Your task - Starting at the first entry below, repeat all the data word for word and drop the pictures.

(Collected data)
╔══
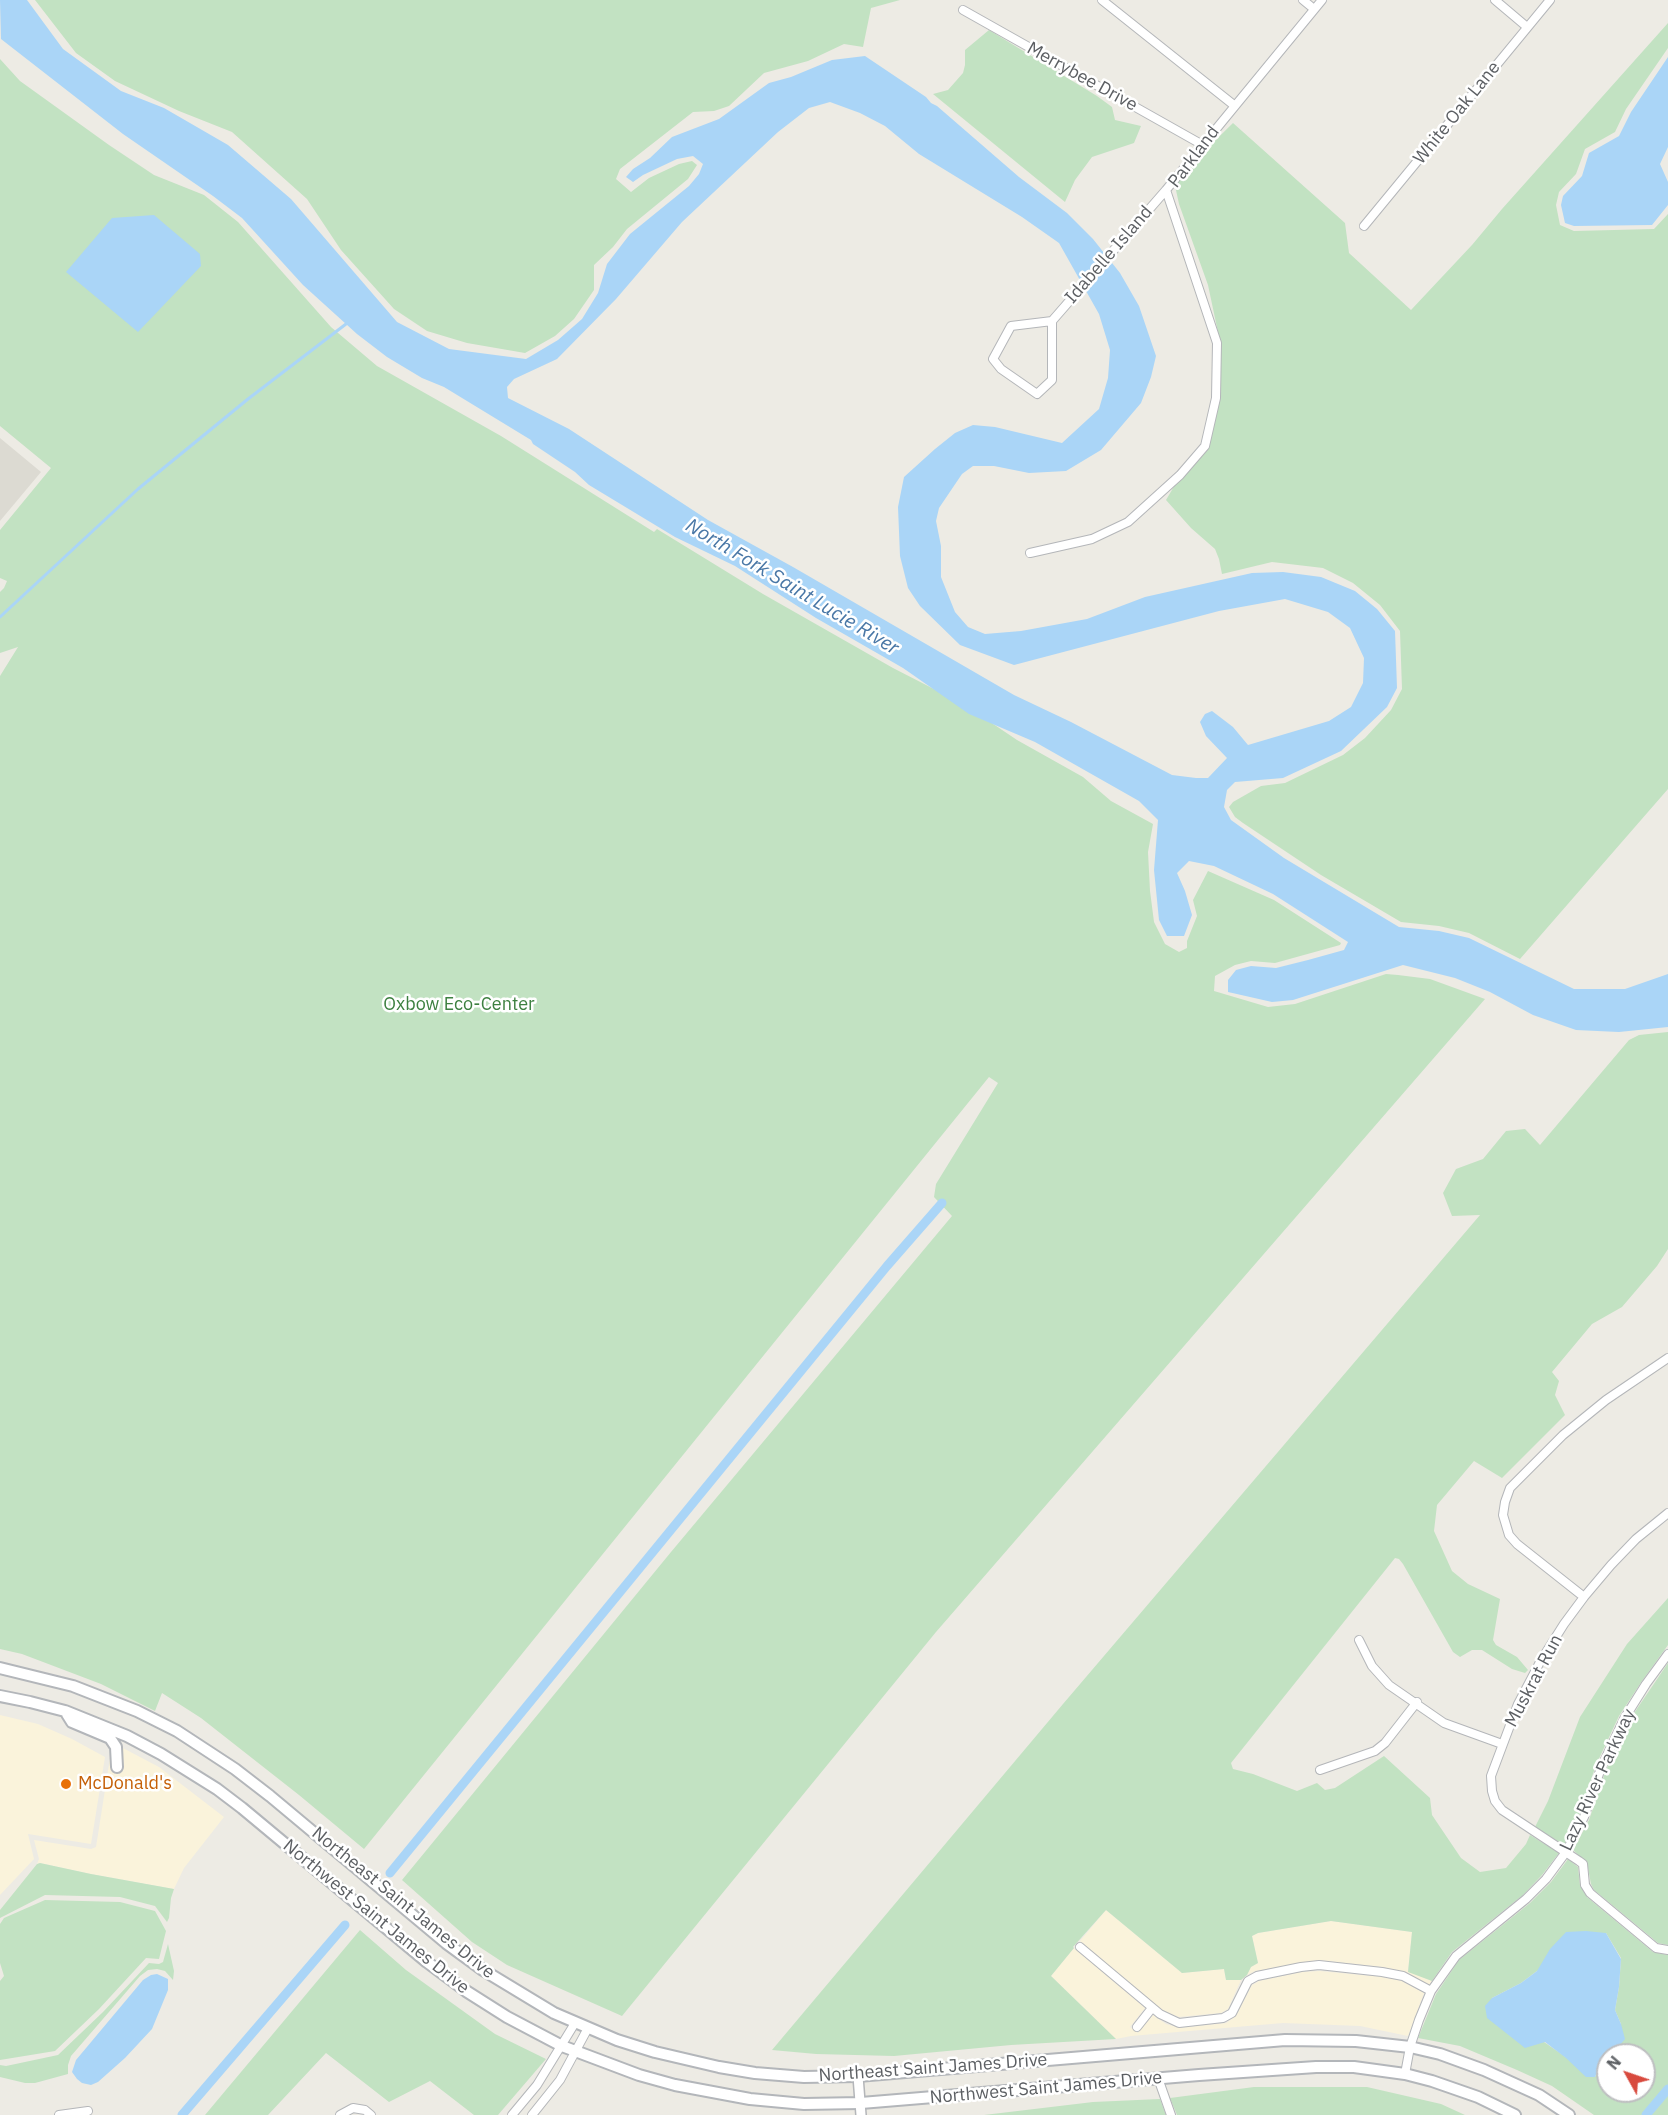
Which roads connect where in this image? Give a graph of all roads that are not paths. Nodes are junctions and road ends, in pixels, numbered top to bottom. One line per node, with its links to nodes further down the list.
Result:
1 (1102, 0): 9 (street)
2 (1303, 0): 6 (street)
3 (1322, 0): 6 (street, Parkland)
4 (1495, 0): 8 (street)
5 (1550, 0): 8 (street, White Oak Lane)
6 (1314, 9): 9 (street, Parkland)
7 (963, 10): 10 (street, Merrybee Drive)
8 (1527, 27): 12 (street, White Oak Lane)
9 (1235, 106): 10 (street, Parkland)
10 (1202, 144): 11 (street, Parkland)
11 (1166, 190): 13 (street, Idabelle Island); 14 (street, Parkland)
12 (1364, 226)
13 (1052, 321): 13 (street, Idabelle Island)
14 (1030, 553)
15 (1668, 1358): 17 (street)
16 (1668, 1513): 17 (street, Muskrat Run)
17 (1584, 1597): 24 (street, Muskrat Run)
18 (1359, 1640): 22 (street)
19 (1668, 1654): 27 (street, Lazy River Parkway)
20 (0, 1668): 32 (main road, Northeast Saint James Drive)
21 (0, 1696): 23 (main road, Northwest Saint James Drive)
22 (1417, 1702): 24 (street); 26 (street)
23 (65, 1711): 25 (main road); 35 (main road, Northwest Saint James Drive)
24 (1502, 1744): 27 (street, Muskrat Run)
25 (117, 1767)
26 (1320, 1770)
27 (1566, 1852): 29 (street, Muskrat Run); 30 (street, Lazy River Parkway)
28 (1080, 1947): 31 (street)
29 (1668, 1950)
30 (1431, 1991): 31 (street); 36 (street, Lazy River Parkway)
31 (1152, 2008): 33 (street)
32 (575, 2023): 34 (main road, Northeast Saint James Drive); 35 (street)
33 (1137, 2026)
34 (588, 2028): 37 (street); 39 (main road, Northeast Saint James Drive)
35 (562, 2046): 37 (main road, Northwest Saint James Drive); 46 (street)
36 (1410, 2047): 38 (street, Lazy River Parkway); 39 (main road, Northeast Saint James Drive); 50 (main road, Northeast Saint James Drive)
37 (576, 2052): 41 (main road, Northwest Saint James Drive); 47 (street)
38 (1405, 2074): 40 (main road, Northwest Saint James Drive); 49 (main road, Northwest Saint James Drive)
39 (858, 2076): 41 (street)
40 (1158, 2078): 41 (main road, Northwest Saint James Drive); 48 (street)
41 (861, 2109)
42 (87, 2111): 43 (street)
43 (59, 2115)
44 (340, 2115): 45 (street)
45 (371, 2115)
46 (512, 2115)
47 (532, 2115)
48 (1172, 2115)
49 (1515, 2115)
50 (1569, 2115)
╚══
Answer for the task -
Which roads connect where in this image? Give a graph of all roads that are not paths. Nodes are junctions and road ends, in pixels, numbered top to bottom. One line per node, with its links to nodes further down the list.
Result:
1 (1102, 0): 9 (street)
2 (1303, 0): 6 (street)
3 (1322, 0): 6 (street, Parkland)
4 (1495, 0): 8 (street)
5 (1550, 0): 8 (street, White Oak Lane)
6 (1314, 9): 9 (street, Parkland)
7 (963, 10): 10 (street, Merrybee Drive)
8 (1527, 27): 12 (street, White Oak Lane)
9 (1235, 106): 10 (street, Parkland)
10 (1202, 144): 11 (street, Parkland)
11 (1166, 190): 13 (street, Idabelle Island); 14 (street, Parkland)
12 (1364, 226)
13 (1052, 321): 13 (street, Idabelle Island)
14 (1030, 553)
15 (1668, 1358): 17 (street)
16 (1668, 1513): 17 (street, Muskrat Run)
17 (1584, 1597): 24 (street, Muskrat Run)
18 (1359, 1640): 22 (street)
19 (1668, 1654): 27 (street, Lazy River Parkway)
20 (0, 1668): 32 (main road, Northeast Saint James Drive)
21 (0, 1696): 23 (main road, Northwest Saint James Drive)
22 (1417, 1702): 24 (street); 26 (street)
23 (65, 1711): 25 (main road); 35 (main road, Northwest Saint James Drive)
24 (1502, 1744): 27 (street, Muskrat Run)
25 (117, 1767)
26 (1320, 1770)
27 (1566, 1852): 29 (street, Muskrat Run); 30 (street, Lazy River Parkway)
28 (1080, 1947): 31 (street)
29 (1668, 1950)
30 (1431, 1991): 31 (street); 36 (street, Lazy River Parkway)
31 (1152, 2008): 33 (street)
32 (575, 2023): 34 (main road, Northeast Saint James Drive); 35 (street)
33 (1137, 2026)
34 (588, 2028): 37 (street); 39 (main road, Northeast Saint James Drive)
35 (562, 2046): 37 (main road, Northwest Saint James Drive); 46 (street)
36 (1410, 2047): 38 (street, Lazy River Parkway); 39 (main road, Northeast Saint James Drive); 50 (main road, Northeast Saint James Drive)
37 (576, 2052): 41 (main road, Northwest Saint James Drive); 47 (street)
38 (1405, 2074): 40 (main road, Northwest Saint James Drive); 49 (main road, Northwest Saint James Drive)
39 (858, 2076): 41 (street)
40 (1158, 2078): 41 (main road, Northwest Saint James Drive); 48 (street)
41 (861, 2109)
42 (87, 2111): 43 (street)
43 (59, 2115)
44 (340, 2115): 45 (street)
45 (371, 2115)
46 (512, 2115)
47 (532, 2115)
48 (1172, 2115)
49 (1515, 2115)
50 (1569, 2115)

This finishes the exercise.